One of the challenges is you do an IPO because you don’t have an alternative, you don’t have a crossover fund, you go to the public market and then you become an orphan. There’s no analyst coverage, and then you miss milestones and you fall out of love with the investment community, and it’s a difficult path to get back [from]. That’s why some of the companies, after a number of years, are contemplating coming back private to be able to have access to different sources of capital.

What does Canada need to build billion-dollar companies?

The market has tremendously matured over the last decade, and I still think we’re at an inflection point.
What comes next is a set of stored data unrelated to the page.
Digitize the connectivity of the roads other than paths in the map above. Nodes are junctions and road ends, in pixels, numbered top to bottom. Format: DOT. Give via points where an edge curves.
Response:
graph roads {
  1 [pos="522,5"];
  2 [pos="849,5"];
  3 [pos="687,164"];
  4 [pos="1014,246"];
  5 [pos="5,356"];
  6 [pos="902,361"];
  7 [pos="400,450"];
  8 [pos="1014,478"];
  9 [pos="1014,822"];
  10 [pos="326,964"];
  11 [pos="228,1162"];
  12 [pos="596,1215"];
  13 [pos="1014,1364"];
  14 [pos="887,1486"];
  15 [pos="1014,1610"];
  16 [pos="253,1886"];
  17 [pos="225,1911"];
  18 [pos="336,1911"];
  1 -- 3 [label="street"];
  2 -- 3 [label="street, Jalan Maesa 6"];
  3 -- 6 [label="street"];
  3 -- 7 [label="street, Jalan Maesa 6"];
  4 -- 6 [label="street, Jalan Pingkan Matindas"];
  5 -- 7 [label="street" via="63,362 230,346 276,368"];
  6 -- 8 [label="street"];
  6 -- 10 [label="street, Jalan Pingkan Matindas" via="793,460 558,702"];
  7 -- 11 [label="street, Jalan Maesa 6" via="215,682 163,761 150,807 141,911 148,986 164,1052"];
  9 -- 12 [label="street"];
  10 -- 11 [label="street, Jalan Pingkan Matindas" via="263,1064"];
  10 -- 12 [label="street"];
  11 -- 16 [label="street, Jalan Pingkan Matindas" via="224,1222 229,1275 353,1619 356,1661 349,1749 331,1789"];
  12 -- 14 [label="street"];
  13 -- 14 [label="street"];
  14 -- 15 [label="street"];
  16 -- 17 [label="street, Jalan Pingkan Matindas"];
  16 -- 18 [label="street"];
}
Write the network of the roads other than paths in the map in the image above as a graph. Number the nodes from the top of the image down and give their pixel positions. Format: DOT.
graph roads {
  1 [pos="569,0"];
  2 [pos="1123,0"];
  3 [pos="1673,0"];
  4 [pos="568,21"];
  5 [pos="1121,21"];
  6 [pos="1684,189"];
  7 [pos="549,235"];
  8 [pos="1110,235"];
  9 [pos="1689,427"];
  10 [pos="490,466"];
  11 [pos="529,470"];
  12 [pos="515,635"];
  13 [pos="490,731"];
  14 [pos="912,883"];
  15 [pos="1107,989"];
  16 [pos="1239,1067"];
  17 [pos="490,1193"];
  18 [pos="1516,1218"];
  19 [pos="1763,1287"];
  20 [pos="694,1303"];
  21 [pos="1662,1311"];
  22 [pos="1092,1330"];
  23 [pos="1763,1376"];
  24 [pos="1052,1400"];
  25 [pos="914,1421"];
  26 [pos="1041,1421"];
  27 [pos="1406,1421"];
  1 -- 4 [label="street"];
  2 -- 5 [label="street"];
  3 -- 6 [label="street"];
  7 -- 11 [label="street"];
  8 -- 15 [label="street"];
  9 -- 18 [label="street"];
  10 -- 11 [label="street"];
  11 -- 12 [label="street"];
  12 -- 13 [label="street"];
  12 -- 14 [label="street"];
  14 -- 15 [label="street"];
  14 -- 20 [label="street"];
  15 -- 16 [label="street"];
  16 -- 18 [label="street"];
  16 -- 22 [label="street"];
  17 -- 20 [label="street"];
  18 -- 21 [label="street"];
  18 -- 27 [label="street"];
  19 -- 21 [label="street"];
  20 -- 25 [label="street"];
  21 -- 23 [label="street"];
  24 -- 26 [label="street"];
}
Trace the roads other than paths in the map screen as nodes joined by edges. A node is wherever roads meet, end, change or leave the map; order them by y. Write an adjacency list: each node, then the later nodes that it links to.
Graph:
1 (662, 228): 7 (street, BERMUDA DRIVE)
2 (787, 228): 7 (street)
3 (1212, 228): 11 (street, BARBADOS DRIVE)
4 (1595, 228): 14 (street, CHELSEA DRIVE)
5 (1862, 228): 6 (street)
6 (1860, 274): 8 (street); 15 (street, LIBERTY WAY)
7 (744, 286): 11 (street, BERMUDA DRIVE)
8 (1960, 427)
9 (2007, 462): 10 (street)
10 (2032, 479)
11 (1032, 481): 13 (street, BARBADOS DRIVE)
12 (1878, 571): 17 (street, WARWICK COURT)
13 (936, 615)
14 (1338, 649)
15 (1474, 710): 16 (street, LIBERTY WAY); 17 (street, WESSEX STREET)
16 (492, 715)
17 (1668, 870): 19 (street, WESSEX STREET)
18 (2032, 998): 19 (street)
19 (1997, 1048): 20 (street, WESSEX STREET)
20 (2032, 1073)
The size of funds is still too small. The average fund size in Canada is $111 million, which is, in reality, too small to build real winners. If you think that a company will need $100 million to $150 million, and you’re a $100-million fund, at the onset you can take 20 per cent.

But as rounds go on, you’re diluted to 10 percent. You hit a guardrail of 15 or 20 per cent. So challenge number one: fund sizes remain too small, with the recent exception of Georgian [Partners]. I’ll put an exception on Novacap, which is a technology fund but also private equity. It operates on both sides, a bit like Georgian.

You also have iNovia, with the establishment of a large fund to do scale-up investment, and a  larger early-stage fund, so the platform now is probably around $800 million. This is welcome.

VCAP [Venture Capital Action Plan] was replaced by the Venture Capital Catalyst Initiative (VCCI), and within VCCI I have co-investment rights, and 25 per cent of the money raised can be invested as a co-investor. It was 20 per cent with VCAP, and with VCCI, we brought it up to 25 per cent so these funds could write bigger cheques in support.

That was one of the issues of going back to the size of funds in Canada. Small funds can’t really execute or participate in a meaningful way in Series C and D. This is where you have great companies where you go from $100 million to a billion dollars.

We’re seeing the impact of VCCI; the impact of larger funds is starting to bear fruit. In the last five years, we’ve had about deals above $200 million, you only have 11 in Canada. So you have to ask yourself, “Is $200 million, first of all, a really big company?” And is that all we can do in Canada? It’s good, but not good enough. You’re not going to develop a global champion with a company making $225 million in revenue.

This interview has been edited and condensed for clarity.